Former Cuban leader Fidel Castro was a man who was known to enjoy his Cuban cigars – so much so, there was a period where he was hardly ever spotted without one.
Of course, this is hardly surprising when you are the leader of the country which produces some of the finest cigars in the world. But at a time when tensions between Cuba and the United States were at an all-time high, they nearly used his favourite pastime against Castro, attempting to assassinate him using an exploding cigar. But, why?
In post-World War II America, the government became secretly engaged in the practice of political assassinations on foreign leaders who were seen as a threat to the United States, which included a certain Fidel Castro.

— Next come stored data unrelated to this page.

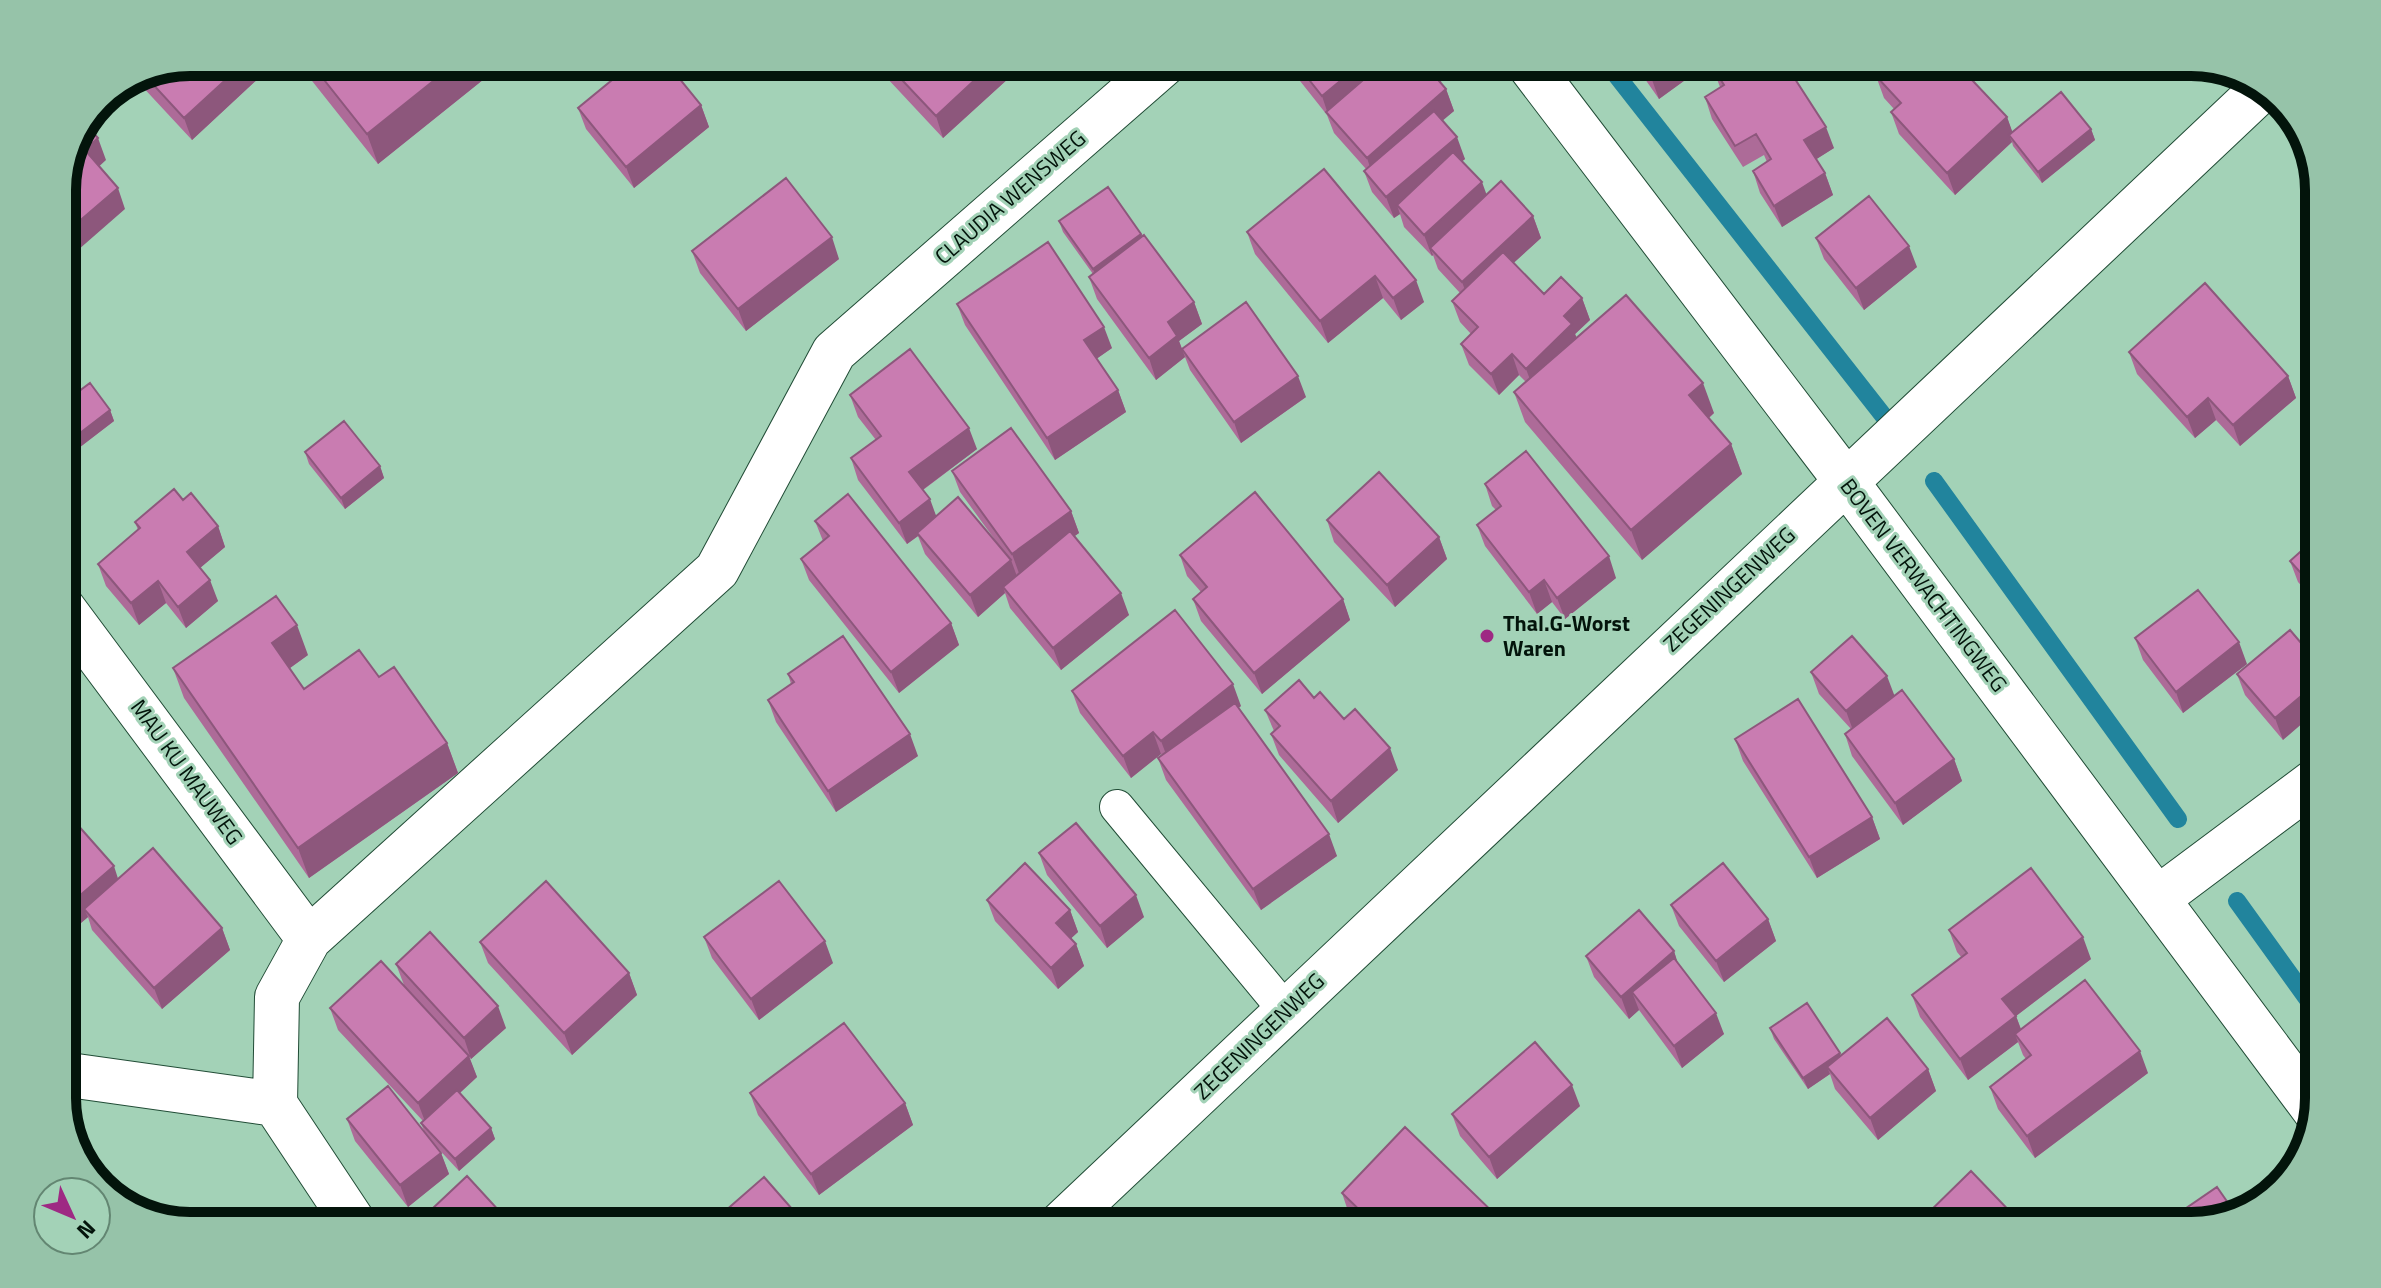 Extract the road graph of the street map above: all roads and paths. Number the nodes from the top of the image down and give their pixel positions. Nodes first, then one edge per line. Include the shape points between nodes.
1 (1150, 76) edge
2 (1538, 76) edge
3 (2255, 95) edge
4 (1845, 480) junction
5 (76, 626) edge
6 (2305, 788) edge
7 (1117, 807) dead end
8 (2157, 899) junction
9 (309, 939) junction
10 (1286, 1011) junction
11 (76, 1076) edge
12 (2305, 1097) edge
13 (275, 1104) junction
14 (347, 1212) edge
15 (1074, 1212) edge

1 - 9 street, CLAUDIA WENSWEG via 834,352 717,570
2 - 4 street, BOVEN VERWACHTINGWEG
3 - 4 street, ZEGENINGENWEG
4 - 8 street, BOVEN VERWACHTINGWEG
4 - 10 street, ZEGENINGENWEG
5 - 9 street, MAU KU MAUWEG
6 - 8 street
7 - 10 lane
8 - 12 street, BOVEN VERWACHTINGWEG
9 - 13 street, CLAUDIA WENSWEG via 277,997
10 - 15 street, ZEGENINGENWEG
11 - 13 street
13 - 14 street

According to the former CIA Director Richard Helms, Kennedy Administration officials were putting a lot of pressure on the CIA to ‘get rid’ of Castro, which led to an extremely high number of attempts on his life, in order to gain the favour of President John F. Kennedy, who had recently taken over the White House office from Dwight Eisenhower.
Prior to the infamous Bay of Pigs invasion attempt of Cuba by the United States, they even tried to involve members of the Mafia, including Al Capone’s successor Salvatore Giancana, according to declassified documents from 2007.
During the final year of President Eisenhower’s administration, a covert operation known as the Cuban Project, or Operation Mongoose, was commissioned. The project aimed to overthrow Castro, so the U.S. Government could see “a new government with which the United States can live in peace”.
But how were they going to remove the man from his position? Many ideas were bandied around, and many of them sound like they’re straight out of a failed spy novel!
Initial plans sought to ruin his public image. Castro was a very strong public speaker, so the CIA looked at sabotaging his speeches. One such idea was to spike him with a chemical similar to LSD so that he would become disorientated and confused during his public appearances, using his famous cigars. Another plot to undermine his appearance even further was to line his shoes with thallium salts – historically used in rat poison – which they hoped would cause his head and beard hairs to fall out!
Alongside discrediting his appearance, they looked into ways that they could remove him on a more permanent basis, which included studying the man and his hobbies. Castro was a keen scuba diver, so methods of sabotaging his diving were looked into. Ideas included infecting his oxygen gear with tuberculous, infecting his wetsuit with poisonous spores and even placing exploding shells around his diving site.
Then came the infamous ‘exploding cigar’ plot. Cigars that would explode upon lighting had been a staple of joke shops for many years, with Ulysses S. Grant and Ernest Hemingway as two of the more famous examples of people who attempted to use them to comic value. The aim of the cigar was always to cause more of a scare than actual injury, but the CIA sought to take things one step further.
As previously mentioned, Castro was a well-known lover of cigars, so the CIA allegedly plotted to slip a very real and very lethal exploding cigar into his possession. A 1967 Saturday Evening Post article stated that a CIA agent approached New York City police chief inspector Michael J. Murphy with the plan to get Castro to smoke an exploding cigar.
Was This a Genuine Plot?
It sounds comical in its premise, but also one that could have been very effective had it happened. As with everything where the secret services are involved, there are conflicting reports of the authenticity of the plot. Numerous sources state that the plot was genuine, while at least one claims it is an urban myth and another put it down to tabloid nonsense made up to sell papers. A 1963 edition of Mad Magazine even referred to the plot on their front cover, which depicted Castro smoking an exploding cigar and an image of John F Kennedy plugging his ears in anticipation of the bang, as can be seen below:
Another claim even goes as far as to say that the CIA made the plot up and leaked it intentionally as a comical idea in an attempt to deflect the attention away from more serious lines of inquiry. There were other reports of plots to lace Castro’s cigars with poison which seemed to be more genuine, but it is the exploding stogie that appears to capture the imagination more than any other.